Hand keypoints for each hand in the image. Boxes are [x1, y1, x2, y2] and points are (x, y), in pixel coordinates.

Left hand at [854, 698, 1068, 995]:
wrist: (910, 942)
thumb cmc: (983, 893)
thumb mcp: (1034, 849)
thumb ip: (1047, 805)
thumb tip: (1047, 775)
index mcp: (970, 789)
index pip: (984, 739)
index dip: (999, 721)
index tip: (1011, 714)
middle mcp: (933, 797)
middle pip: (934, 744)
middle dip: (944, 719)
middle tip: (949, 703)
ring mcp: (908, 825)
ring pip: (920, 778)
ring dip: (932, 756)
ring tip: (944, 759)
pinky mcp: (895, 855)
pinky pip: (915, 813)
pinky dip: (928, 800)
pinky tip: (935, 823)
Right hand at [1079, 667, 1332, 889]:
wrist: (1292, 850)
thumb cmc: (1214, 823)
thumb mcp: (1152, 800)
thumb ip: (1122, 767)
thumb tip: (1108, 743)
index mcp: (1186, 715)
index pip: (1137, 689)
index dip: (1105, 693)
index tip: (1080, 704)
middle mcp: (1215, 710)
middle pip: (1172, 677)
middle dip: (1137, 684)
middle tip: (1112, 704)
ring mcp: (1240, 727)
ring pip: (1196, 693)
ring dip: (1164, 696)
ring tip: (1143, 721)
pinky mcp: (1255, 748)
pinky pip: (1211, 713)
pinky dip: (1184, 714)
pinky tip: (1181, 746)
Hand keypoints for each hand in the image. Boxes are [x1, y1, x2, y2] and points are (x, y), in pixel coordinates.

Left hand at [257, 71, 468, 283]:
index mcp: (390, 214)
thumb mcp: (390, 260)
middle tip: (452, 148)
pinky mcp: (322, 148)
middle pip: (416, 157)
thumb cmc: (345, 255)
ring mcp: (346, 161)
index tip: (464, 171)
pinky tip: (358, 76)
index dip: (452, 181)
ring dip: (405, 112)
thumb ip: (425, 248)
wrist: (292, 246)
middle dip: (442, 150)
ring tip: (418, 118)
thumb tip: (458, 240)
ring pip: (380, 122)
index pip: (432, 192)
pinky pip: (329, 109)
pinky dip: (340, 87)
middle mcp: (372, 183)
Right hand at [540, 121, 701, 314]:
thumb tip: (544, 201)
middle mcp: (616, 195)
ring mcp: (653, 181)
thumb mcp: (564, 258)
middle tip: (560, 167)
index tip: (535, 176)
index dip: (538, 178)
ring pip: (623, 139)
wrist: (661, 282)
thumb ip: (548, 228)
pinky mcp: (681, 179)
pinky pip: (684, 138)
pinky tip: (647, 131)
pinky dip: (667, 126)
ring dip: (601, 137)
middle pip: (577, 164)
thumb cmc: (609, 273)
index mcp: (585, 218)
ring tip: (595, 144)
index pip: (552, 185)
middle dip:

■ ■ ■ ■ ■

Extract exactly the leading lines of the data, stopping at and including the line with "middle tip: (949, 703)".

# Answer section:
Hand keypoints for each hand in the image. Boxes are [x1, y1, x2, y2] and points are (x, y), in pixel coordinates.

Left hand at [854, 698, 1068, 995]:
wrist: (910, 942)
thumb cmc: (983, 893)
thumb mcp: (1034, 849)
thumb ip: (1047, 805)
thumb tip: (1047, 775)
index mcp: (970, 789)
index pip: (984, 739)
index dip: (999, 721)
index tip: (1011, 714)
middle mcp: (933, 797)
middle pip: (934, 744)
middle dip: (944, 719)
middle tip: (949, 703)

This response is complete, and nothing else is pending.